Taking direct control over the placement of work on specific processors can yield superior performance by taking advantage of factors under the service author’s control, which are not known to general-purpose tasking runtimes:
- A key insight we can use is that most service apps exist to process requests or execute jobs - each unit of work being done is related to a specific data set. We can ensure we only process the data associated with a specific HTTP/gRPC request on a single processor to ensure optimal data locality. This means the data related to the request is likely to be in the caches of that processor, speeding up all operations related to that request by avoiding expensive memory accesses.
- Even when data is intentionally shared across processors (e.g. because one processor is not capable enough to do the work and parallelization is required), performance differences exist between different pairs of processors because different processors can be connected to different physical memory modules. Access to non-cached data is optimal when that data is in the same memory region as the current processor (i.e. on the physical memory modules directly wired to the current processor).
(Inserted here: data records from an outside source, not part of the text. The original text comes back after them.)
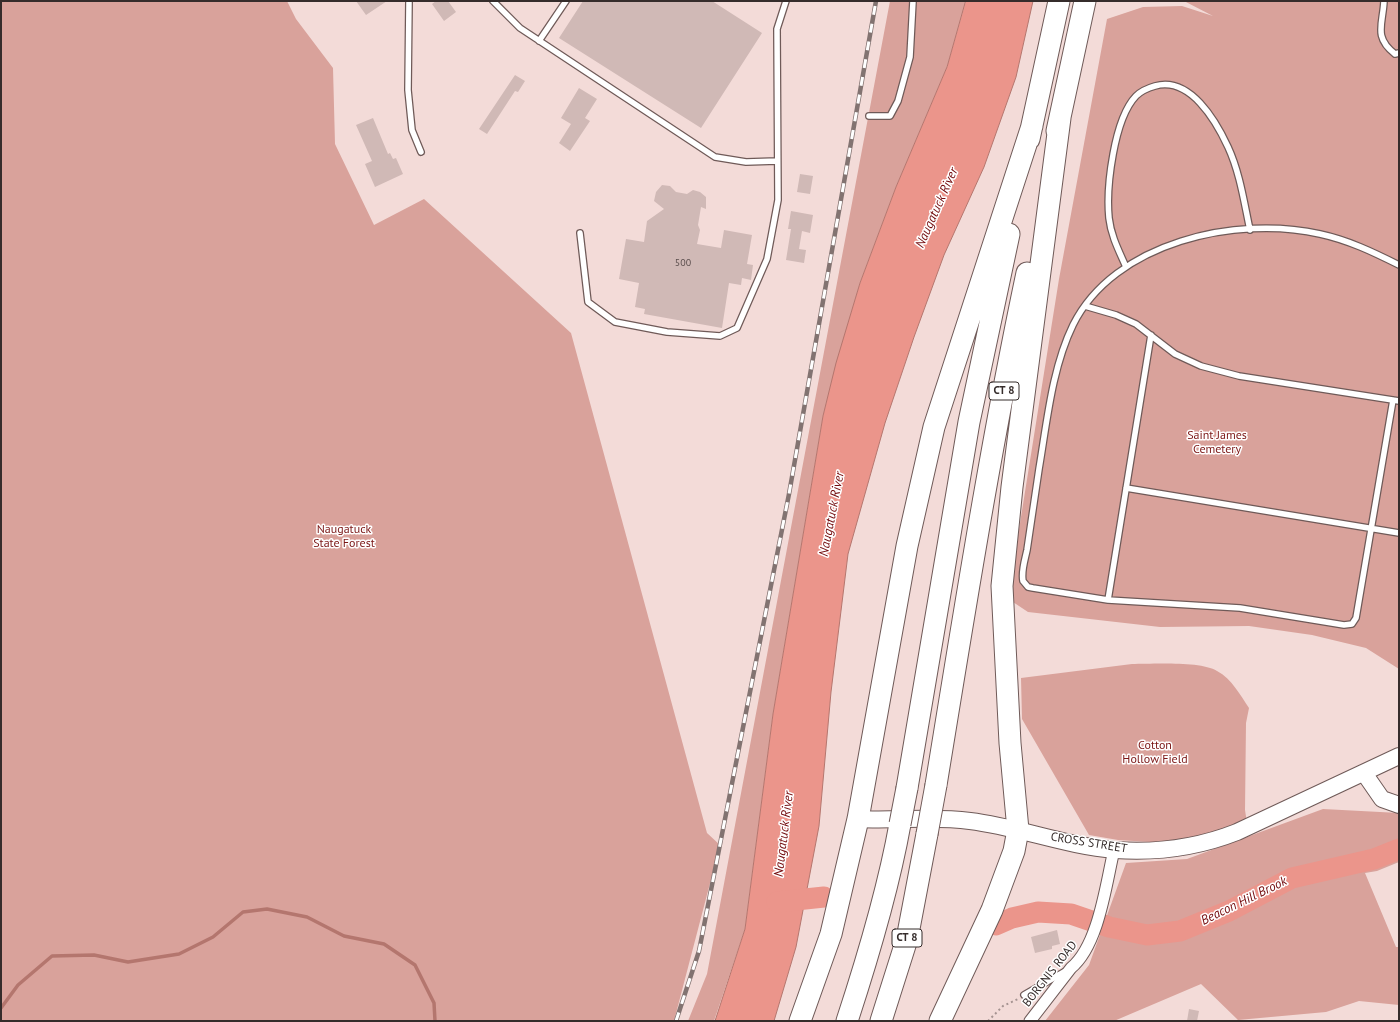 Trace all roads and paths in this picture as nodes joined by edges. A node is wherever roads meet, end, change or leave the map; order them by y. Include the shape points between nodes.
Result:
1 (409, 1) edge
2 (493, 1) edge
3 (566, 1) edge
4 (786, 1) edge
5 (913, 1) edge
6 (1059, 1) edge
7 (1086, 1) edge
8 (1384, 1) edge
9 (539, 41) junction
10 (1399, 54) edge
11 (870, 116) dead end
12 (1060, 118) junction
13 (1032, 126) junction
14 (421, 152) dead end
15 (777, 161) junction
16 (1250, 230) junction
17 (580, 233) dead end
18 (1399, 265) edge
19 (1126, 267) junction
20 (1086, 306) junction
21 (1151, 336) junction
22 (1396, 401) edge
23 (1126, 488) junction
24 (1371, 528) junction
25 (1399, 533) edge
26 (1108, 600) junction
27 (1399, 756) edge
28 (1364, 773) junction
29 (1399, 806) edge
30 (858, 819) junction
31 (1018, 830) junction
32 (1114, 850) junction
33 (1072, 968) junction
34 (1024, 996) joint
35 (800, 1021) edge
36 (847, 1021) edge
37 (881, 1021) edge
38 (940, 1021) edge
39 (988, 1021) edge
40 (1030, 1021) edge

1 - 14 lane via 408,90 412,130
2 - 9 lane via 520,28
3 - 9 lane
4 - 15 lane via 777,29
5 - 11 lane via 910,57 898,101 890,116
6 - 13 highway, CT 8
7 - 12 highway, CT 8
8 - 10 lane via 1380,33 1387,48
9 - 15 lane via 715,157 746,162
12 - 31 highway via 1012,487 1002,586 1010,744
12 - 37 highway, CT 8, bridge via 1011,352 907,939
13 - 30 highway via 934,427 907,546
13 - 36 highway, CT 8, bridge via 969,422 895,855 865,966
15 - 17 lane via 778,200 767,259 737,328 720,336 667,332 615,322 588,302
16 - 18 lane via 1290,230 1320,234 1366,248
16 - 19 lane via 1199,235 1171,244
16 - 19 lane via 1232,158 1220,132 1205,110 1191,94 1179,87 1160,85 1148,88 1136,95 1119,125 1112,168 1109,218 1115,244
19 - 20 lane via 1094,295
20 - 21 lane via 1136,324
20 - 26 lane via 1073,325 1058,370 1022,577 1025,584 1033,588
21 - 22 lane via 1175,354 1201,366 1239,376
21 - 23 lane
22 - 24 lane
23 - 24 lane
23 - 26 lane
24 - 25 lane
24 - 26 lane via 1356,618 1348,626 1240,608
27 - 28 street, CROSS STREET
28 - 29 street via 1382,799
28 - 32 street, CROSS STREET via 1219,839 1159,850
30 - 31 street, CROSS STREET via 945,818
30 - 35 highway via 831,934
31 - 32 street, CROSS STREET
31 - 38 highway via 1014,851 992,910
32 - 33 street, BORGNIS ROAD via 1093,933 1079,962
33 - 34 lane
33 - 40 street, BORGNIS ROAD
34 - 39 path via 1003,1006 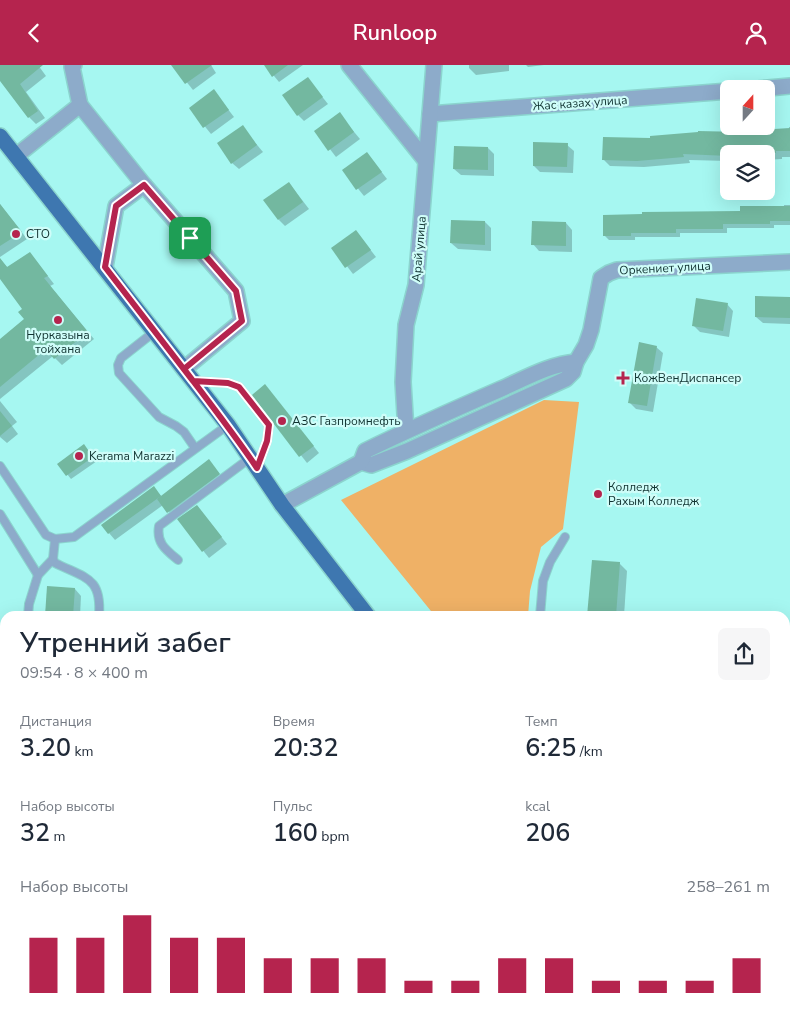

§How does this crate help?
The many_cpus crate provides mechanisms to schedule threads on specific processors and in specific
memory regions, ensuring that work assigned to those threads remains on the same hardware and that
data shared between threads is local to the same memory region, enabling you to achieve high data
locality and processor cache efficiency.
In addition to thread spawning, this crate enables app logic to observe what processor the current thread is executing on and in which memory region this processor is located, even if the thread is not bound to a specific processor. This can be a building block for efficiency improvements even outside directly controlled work scheduling.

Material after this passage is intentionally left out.